Whoever is counseling Anne Hathaway on her pixie cut is doing a bang-up job. I went from being unsure about it to thinking she absolutely should keep it for a while. I mean, among other things, enjoy having the shoulders for it, you know? Mine need to be hidden.
But this dress is as sad as this movie promises to be, except with the movie, it’s on purpose (and devastatingly satisfying, because you don’t go to Les Miserables for unicorns and rainbows; you go because when you were 12 you thought Eponine was the bomb, and you used to imagine how it would feel to perform “A Little Fall of Rain” and make a dumb beautiful boy REGRET YOU FOREVER).
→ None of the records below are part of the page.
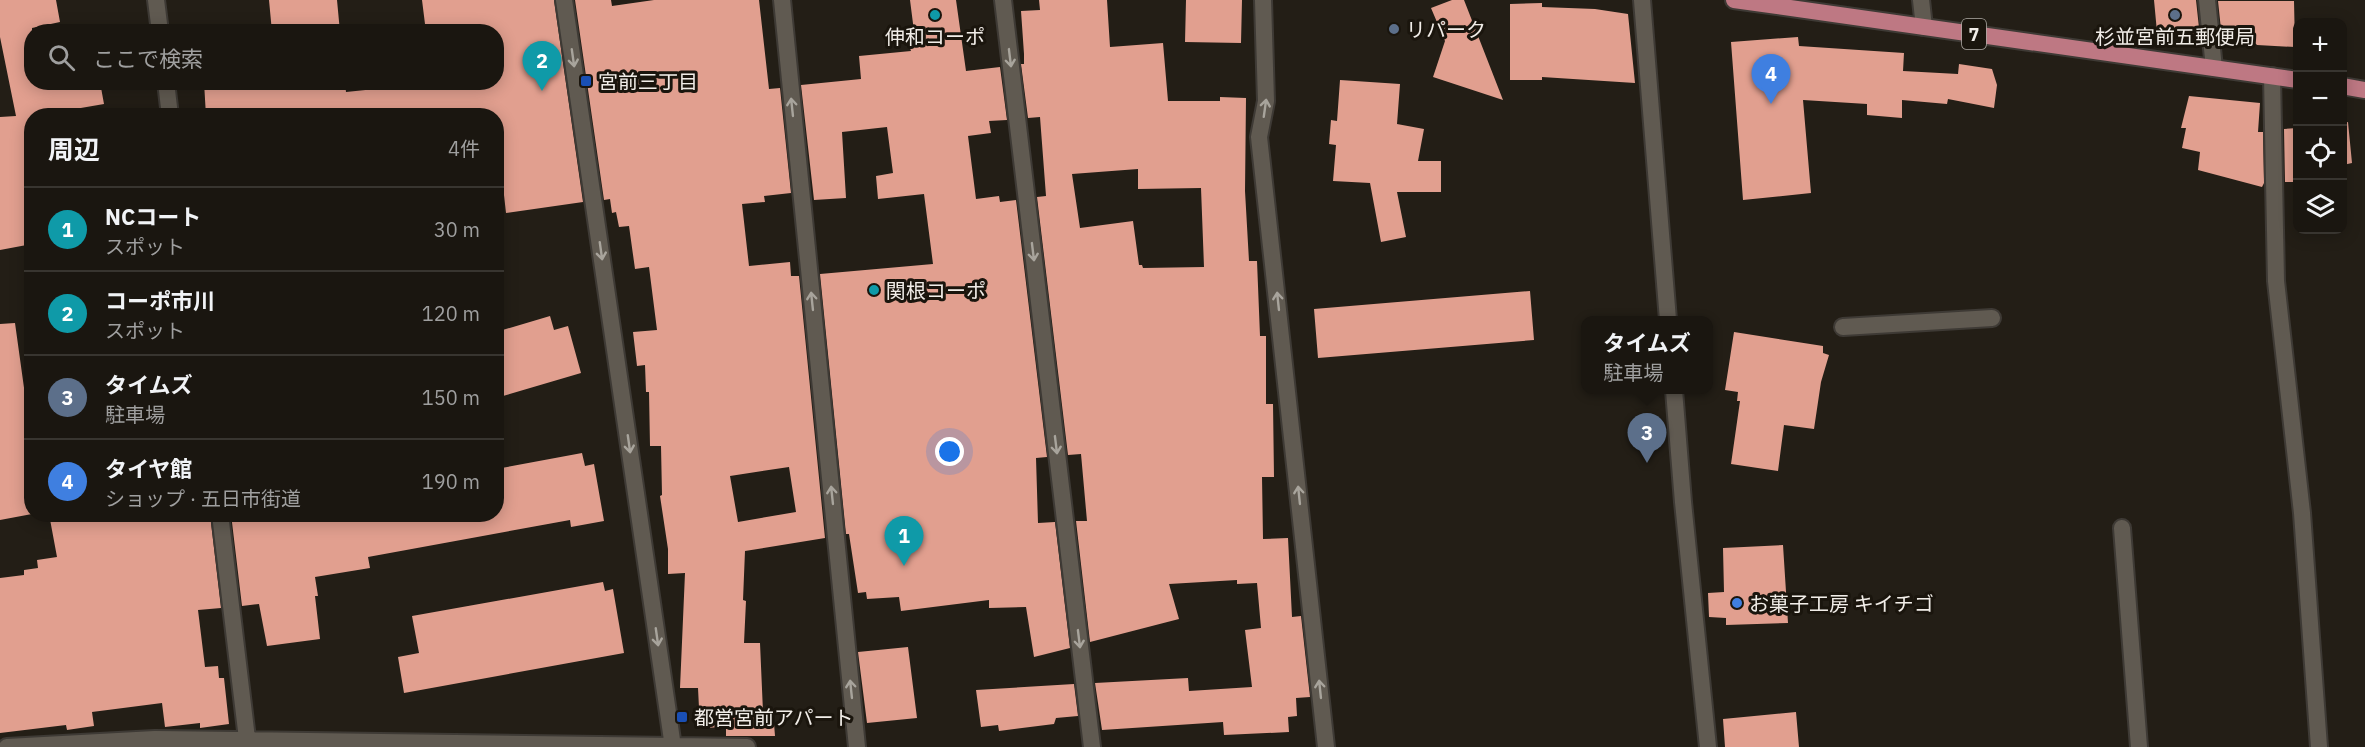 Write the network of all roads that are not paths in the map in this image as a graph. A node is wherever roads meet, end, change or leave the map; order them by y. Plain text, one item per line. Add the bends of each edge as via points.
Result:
1 (156, 0) edge
2 (564, 0) edge
3 (782, 0) edge
4 (1003, 0) edge
5 (1263, 0) edge
6 (1642, 0) edge
7 (1734, 0) edge
8 (1921, 0) edge
9 (2207, 0) edge
10 (1770, 3) edge
11 (159, 24) edge
12 (1924, 27) junction
13 (2214, 68) junction
14 (2272, 76) junction
15 (2293, 79) edge
16 (2347, 88) edge
17 (167, 90) edge
18 (2365, 90) edge
19 (169, 108) edge
20 (1668, 316) edge
21 (1992, 318) dead end
22 (1843, 327) dead end
23 (1674, 394) edge
24 (221, 522) edge
25 (2122, 528) dead end
26 (248, 743) edge
27 (673, 746) edge
28 (7, 747) edge
29 (747, 747) edge
30 (857, 747) edge
31 (1092, 747) edge
32 (1326, 747) edge
33 (1708, 747) edge
34 (2139, 747) edge
35 (2319, 747) edge

1 - 11 street
2 -> 27 street
30 -> 3 street
4 -> 31 street
32 -> 5 street via 1260,137 1266,101
6 - 20 street
7 - 10 main road, 7
8 - 12 street
9 - 13 street
10 - 12 main road, 7
12 - 13 main road, 7
13 - 14 main road, 7
14 - 15 main road, 7
14 - 35 street via 2276,281 2302,513
16 - 18 main road
17 - 19 street
21 - 22 street
23 - 33 street
24 - 26 street
25 - 34 street
26 - 27 street
26 - 28 street via 155,740
27 - 29 street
I often wonder if Anne has struggled with her post-Fantine frame, because she lost so much weight for the movie and wasn’t sure how to clothe it; yet again this seems to be the wrong fit, and unflattering. It starts with the harness, and sags from there — in fact, the very cut of the bodice almost creates a droop. And then we have the uninspired shoes, which lend a dowdiness to the affair that directly contrasts what the back reveals:
Peekaboo! Also, apparently half of this dress is made out of the bag in the gym closet that contains all the volleyballs. Somewhere, Fantine is like, “Lady, I WAS A CONSUMPTIVE PROSTITUTE WITHOUT TEETH. YOU HAVE OPTIONS. TAKE THEM.”